11.11.2011

Moist and Flavorful Thanksgiving Turkey


Turkey is equal parts art and science,
so experiment and get creative.
Elements of Thanksgiving vary between families, but most agree on one thing: turkey.  Many people would follow that rule with the plea, "please don't make it dry," as the image of the National Lampoon's Christmas Vacation....or their mother-in-law's.....turkey causes a lump of dread in their throat.

If you are not the turkey maker, your fate lies in the hands of others, but if you hold responsibility for the bird this year, here is your chance to be the hero with a beautiful, moist and flavorful turkey.  Luckily, the secret is one word long and takes about as long to prepare as to say: brine.
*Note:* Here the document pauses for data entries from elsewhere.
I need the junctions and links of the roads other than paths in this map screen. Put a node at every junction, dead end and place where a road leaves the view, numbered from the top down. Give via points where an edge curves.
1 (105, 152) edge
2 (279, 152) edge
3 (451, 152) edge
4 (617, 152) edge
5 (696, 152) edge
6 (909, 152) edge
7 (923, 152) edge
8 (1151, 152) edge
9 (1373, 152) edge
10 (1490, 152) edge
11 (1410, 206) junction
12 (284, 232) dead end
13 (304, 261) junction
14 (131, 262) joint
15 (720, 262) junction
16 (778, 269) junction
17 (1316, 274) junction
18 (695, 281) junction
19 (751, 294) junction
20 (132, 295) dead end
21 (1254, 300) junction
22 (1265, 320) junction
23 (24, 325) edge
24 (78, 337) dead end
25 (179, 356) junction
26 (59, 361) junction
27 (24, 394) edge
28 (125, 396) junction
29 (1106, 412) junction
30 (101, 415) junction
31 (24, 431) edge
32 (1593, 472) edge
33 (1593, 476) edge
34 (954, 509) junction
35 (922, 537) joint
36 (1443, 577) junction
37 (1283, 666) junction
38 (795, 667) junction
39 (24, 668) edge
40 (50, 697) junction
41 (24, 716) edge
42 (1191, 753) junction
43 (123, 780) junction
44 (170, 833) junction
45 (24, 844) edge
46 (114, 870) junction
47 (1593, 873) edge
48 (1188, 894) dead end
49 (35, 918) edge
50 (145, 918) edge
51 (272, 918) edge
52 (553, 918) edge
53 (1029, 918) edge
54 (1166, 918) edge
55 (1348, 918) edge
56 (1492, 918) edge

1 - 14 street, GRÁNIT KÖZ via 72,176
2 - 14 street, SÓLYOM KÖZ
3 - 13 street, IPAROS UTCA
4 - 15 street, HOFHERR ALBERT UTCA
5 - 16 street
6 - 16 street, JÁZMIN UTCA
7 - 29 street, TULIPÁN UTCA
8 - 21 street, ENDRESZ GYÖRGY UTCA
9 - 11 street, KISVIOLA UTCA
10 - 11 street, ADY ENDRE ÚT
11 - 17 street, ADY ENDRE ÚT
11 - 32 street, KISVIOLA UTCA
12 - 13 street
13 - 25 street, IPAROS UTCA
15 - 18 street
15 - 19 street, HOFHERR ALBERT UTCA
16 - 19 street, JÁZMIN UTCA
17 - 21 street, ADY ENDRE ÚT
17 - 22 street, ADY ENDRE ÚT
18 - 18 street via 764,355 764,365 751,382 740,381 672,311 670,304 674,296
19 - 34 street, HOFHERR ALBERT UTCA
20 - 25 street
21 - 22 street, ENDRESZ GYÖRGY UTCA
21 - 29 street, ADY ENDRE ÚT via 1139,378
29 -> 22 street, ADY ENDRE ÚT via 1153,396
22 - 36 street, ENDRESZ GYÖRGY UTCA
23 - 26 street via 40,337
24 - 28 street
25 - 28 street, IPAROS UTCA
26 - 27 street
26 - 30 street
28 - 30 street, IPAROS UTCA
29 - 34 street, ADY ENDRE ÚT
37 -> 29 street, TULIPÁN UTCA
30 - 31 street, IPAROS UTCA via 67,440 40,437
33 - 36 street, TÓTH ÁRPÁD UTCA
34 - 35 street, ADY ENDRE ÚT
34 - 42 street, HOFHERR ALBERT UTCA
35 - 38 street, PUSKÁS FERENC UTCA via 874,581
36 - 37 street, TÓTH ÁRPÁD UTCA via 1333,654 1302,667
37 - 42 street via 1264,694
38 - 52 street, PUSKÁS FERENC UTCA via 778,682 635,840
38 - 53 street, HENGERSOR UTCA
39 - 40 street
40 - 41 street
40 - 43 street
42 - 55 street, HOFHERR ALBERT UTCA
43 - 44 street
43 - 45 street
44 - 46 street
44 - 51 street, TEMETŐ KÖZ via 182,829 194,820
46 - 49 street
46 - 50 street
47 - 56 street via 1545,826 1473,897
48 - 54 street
Brine is basically a meat bath of salt, water, and sometimes sugar.  If you want to understand what it does and why it works, check out this great article, but if you just want to know the best brine for turkey, which handily, is located just above the best recipe for turkey, simply follow the directions of Alton Brown.  I will admit that I have never used the candied ginger, as I am not a ginger fan and thus never have it to include it, but other than that, I follow it to the letter with amazing results.

I have made a variation of this recipe for years, but my favorite recipe prior to Brown's was Cajun cook Justin Wilson's recipe, which I incorporate into Brown's recipe by making a rub for the turkey that includes 1 part black pepper, 1 part cayenne or paprika, and 1part kosher salt, which is rubbed all over the bird, including under the skin, where possible, and in the cavity prior to stuffing.  It is messy, but it will give the turkey a beautiful color.  Also, to Brown's list of aromatics, I add a few whole, smashed cloves of garlic, as I think everything taste better with garlic.

Finally, the method of cooking.  Growing up, my dad had a smoker, so Thanksgiving started around 3am, but no one complained, as the turkey was over-the-top delicious (plus, who doesn't have a nap built into Thanksgiving Day?).  If you have a smoker, in your water pan, add a chopped green pepper, onion, orange peel (optional), and some liquid smoke, for an added punch, but if you do not have a smoker, our favorite family friend, who happens to be a butcher, trained by the CIA, once told us that if he could cook a turkey in any way, it would be on the grill, so last year, we cooked our turkey on the grill for 75% of its cooking time and finished it in the oven, just to make sure that it was cooked through.  The butcher did not lie; the grill produced a tasty turkey.

Turkey is equal part art and science, so do not be afraid to experiment; it will make the turkey uniquely yours and will kick your Thanksgiving off with the empowering rush that only comes from the feeling of knowing that you just might be a culinary genius.